Mexico has fallen behind in the negotiations of six trade agreements, which if ratified would generate significant economic gains for the country. In addition, experts warned that the arrival of investment in Mexico, under established agreements, will decrease due to the lack of certainty in the market.

Mexico has not been able to close the negotiations of key trade agreements with Ecuador, Brazil, Argentina and within the Pacific Alliance with New Zealand, Australia and Canada due to the COVID-19 pandemic and internal issues such as consultations or elections.

In May 2022, a new round of negotiations was held between Mexico and Ecuador to reach agreements on key issues. However, this effort has not progressed as each country is conducting internal consultations, especially on controversial trade issues surrounding shrimp and bananas, among other goods.

Meanwhile, the National Confederation of Industry of Brazil (CNI) emphasized the need to resume negotiations to modernize the Economic Complementation Agreement Number 53. However, the electoral process in Brazil has slowed down the negotiation efforts of the countries. In addition, since February 2021, Mexico has highlighted the need to modernize its economic and commercial relationship with Argentina, although so far it has not been possible to do so.

Meanwhile, in 2017 at the XII Summit of the Pacific Alliance, Mexico announced that it would start trade negotiations with Australia, Canada, New Zealand and Singapore. Although in recent years there have been attempts to resume talks and reach new agreements, these have been constantly suspended as consensus remains elusive.

According to the Ministry of Economy and the Bank of Mexico, trade between Mexico and its partners totaled US$28 billion in 1H22. Consequently, experts argue that the closing of these new agreements could substantially increase the country's income.

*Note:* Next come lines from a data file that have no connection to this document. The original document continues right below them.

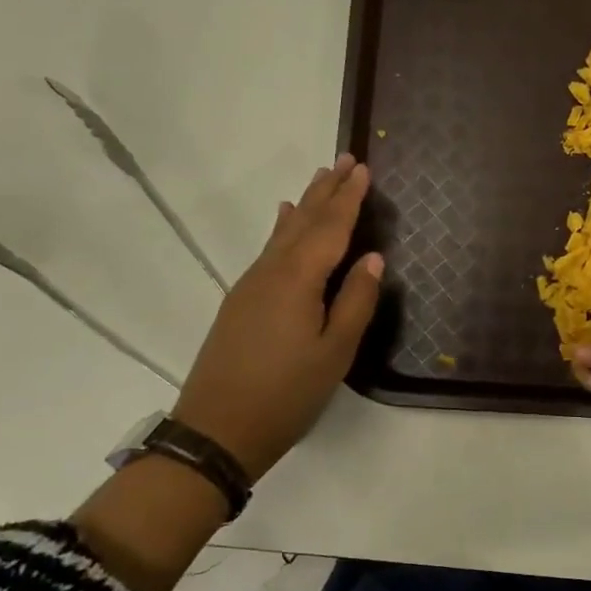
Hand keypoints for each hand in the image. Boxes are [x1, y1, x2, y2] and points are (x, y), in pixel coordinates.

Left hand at [173, 154, 382, 481]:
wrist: (217, 429)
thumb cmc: (286, 393)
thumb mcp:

Mexico currently has 23 Free Trade Agreements (FTA), therefore it is only surpassed by the EU’s 46 FTAs, the UK’s 38, Chile’s 31, the European Free Trade Association’s 29, Singapore’s 27 and Turkey’s 24. Mexico’s most important FTA is the US, Mexico and Canada Agreement (USMCA).

Daniel Becker, President, the Association of Banks of Mexico (ABM), said Mexico is expected to receive over US$40 billion in investment from US companies by 2024, but these investments are on hold until those companies have more certainty. “What is being suggested is that there should be increasing legal certainty, that there should be clear conditions to understand the investment mechanisms,” said Becker.

According to the International Chamber of Commerce (ICC), Mexico’s investment and trade are at risk, as Mexico is one of the countries with the highest number of disputes involving companies and the government, specifically in the energy and infrastructure industries. To date, the disputed projects are estimated to be worth over US$30 billion, which led Mexico to review its energy policies to avoid international conflict, as previously reported by MBN. The US and Canada have raised concerns around the matter.